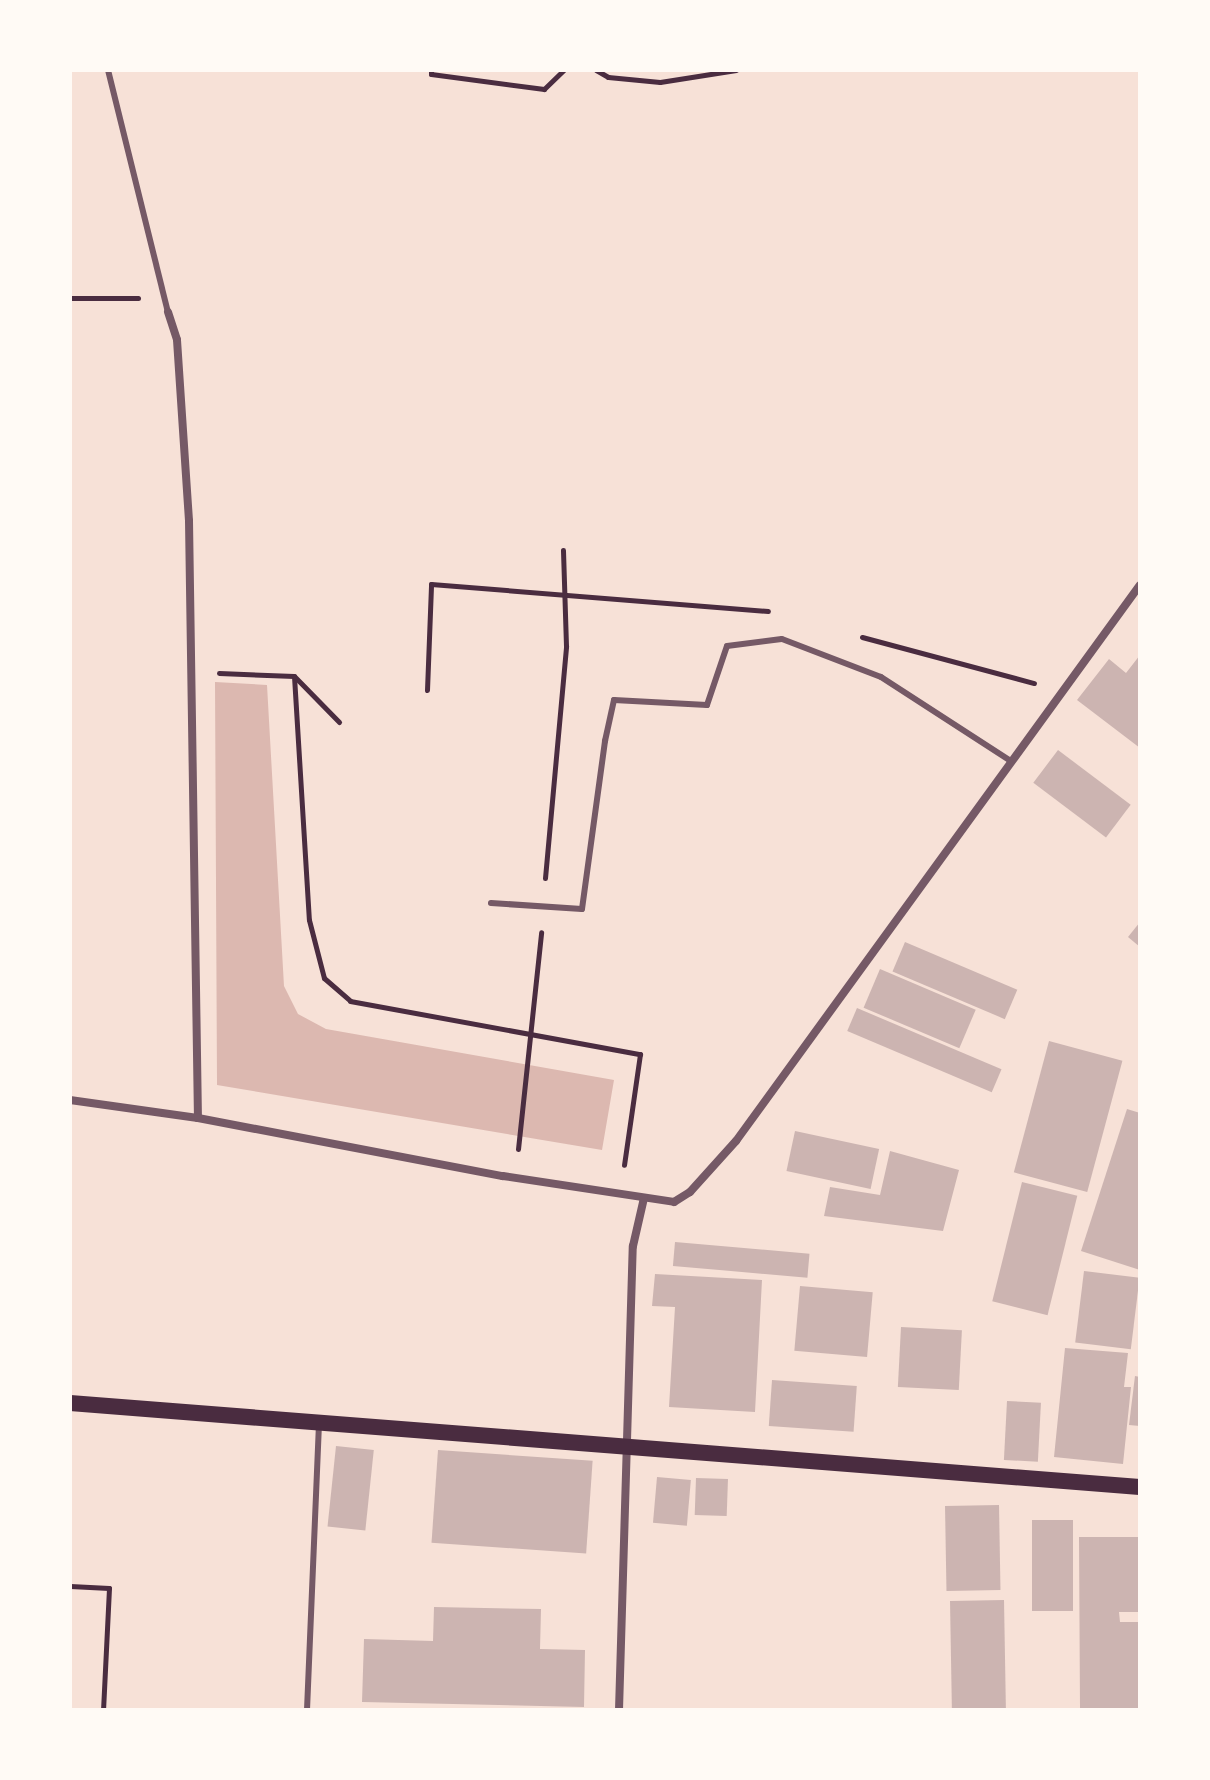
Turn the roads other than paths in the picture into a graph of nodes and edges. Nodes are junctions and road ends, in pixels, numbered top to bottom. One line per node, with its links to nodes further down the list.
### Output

----------------

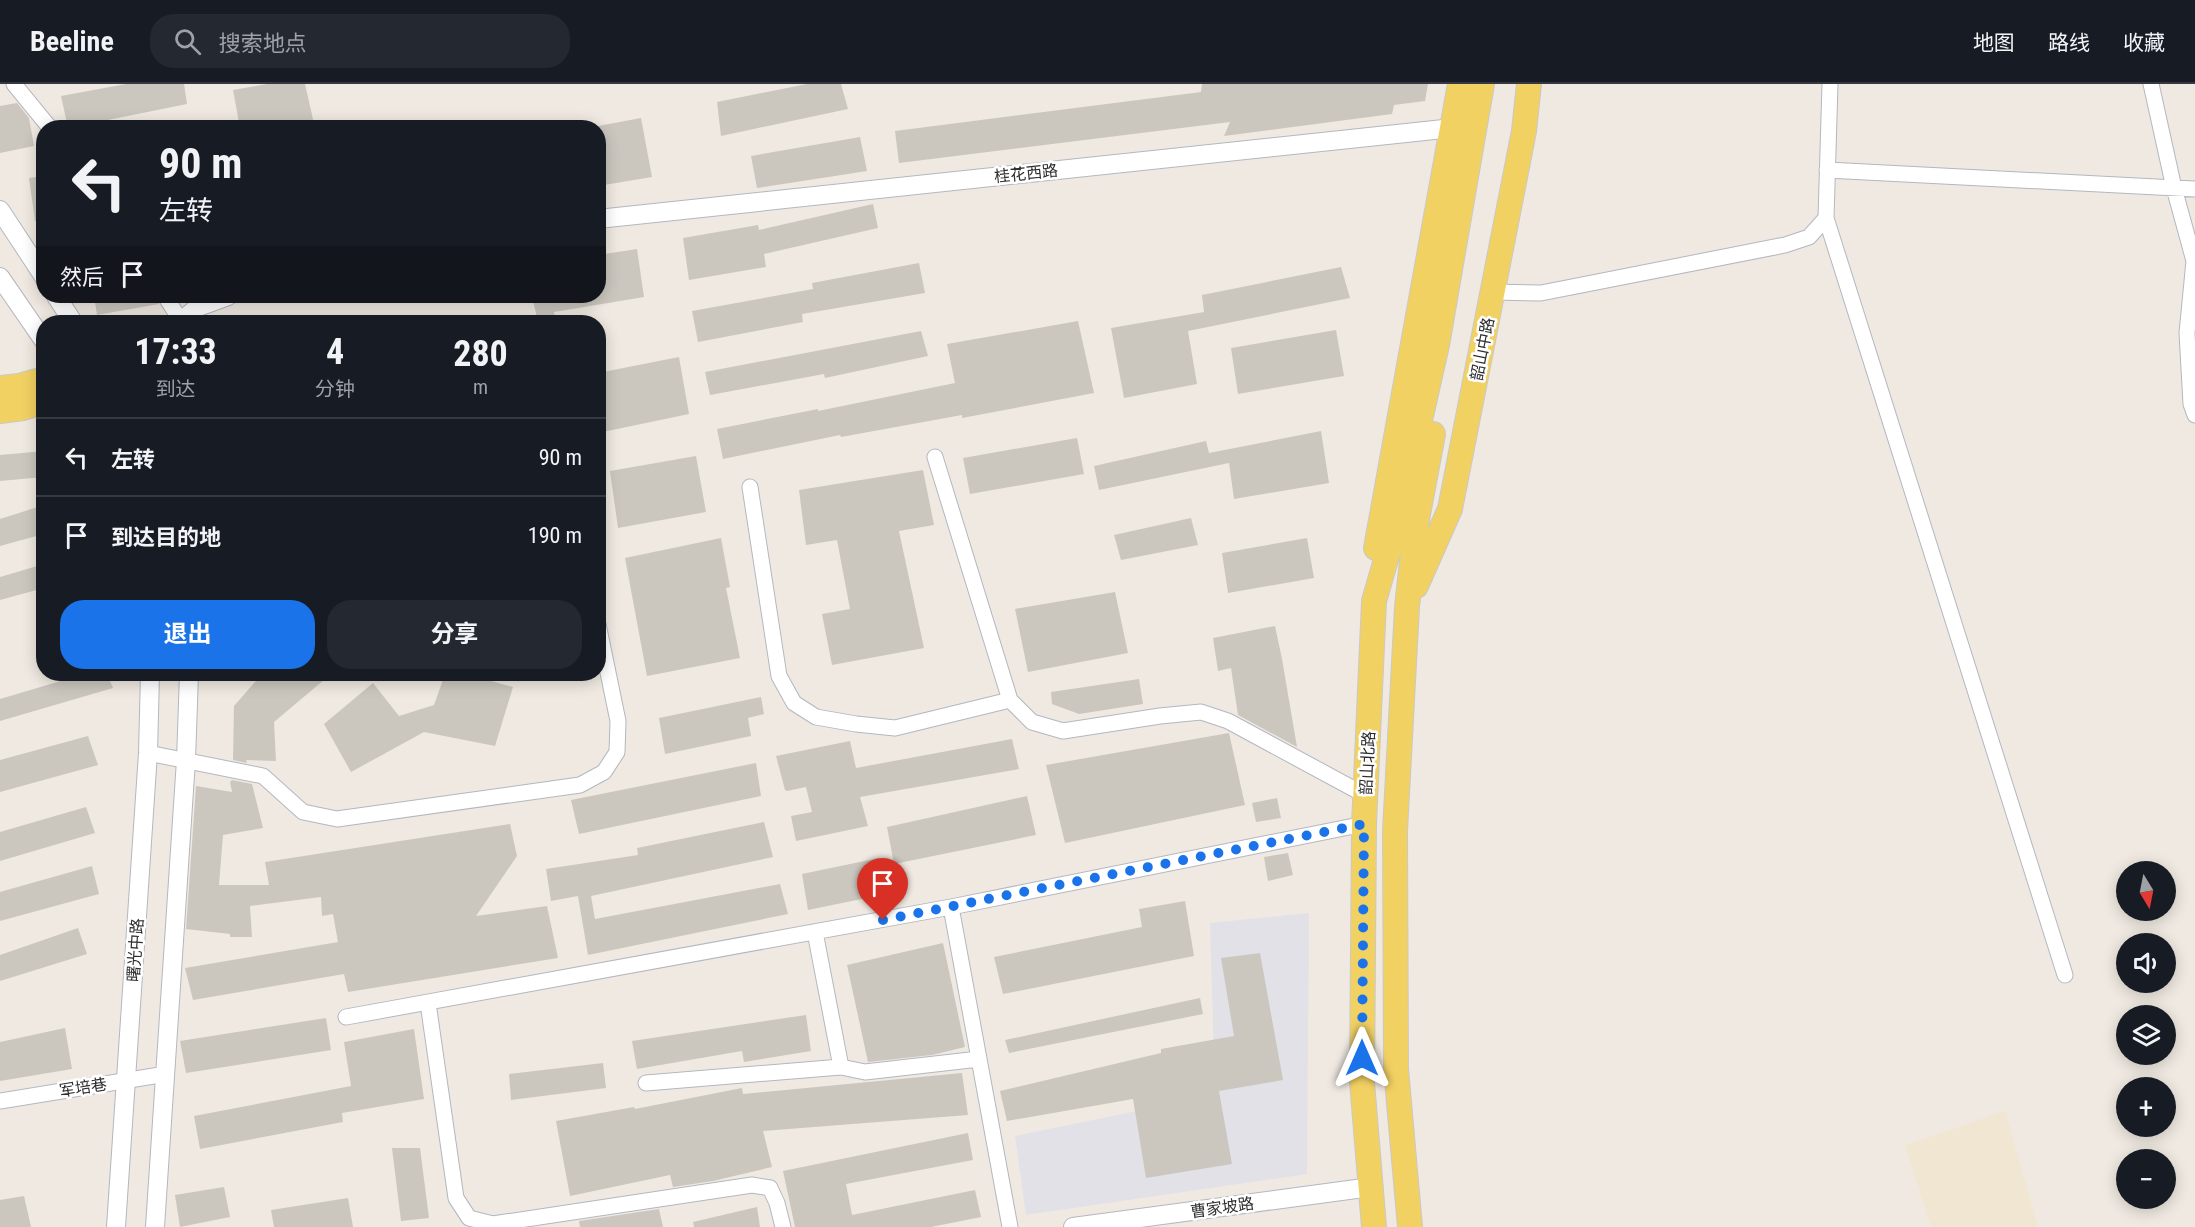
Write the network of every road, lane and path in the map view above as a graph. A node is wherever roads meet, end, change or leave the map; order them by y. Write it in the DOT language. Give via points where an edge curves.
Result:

----------------

* Problem to work on: Across the data above, how many lines include the word "graph"? Give only the number.

* Output for this exercise: 2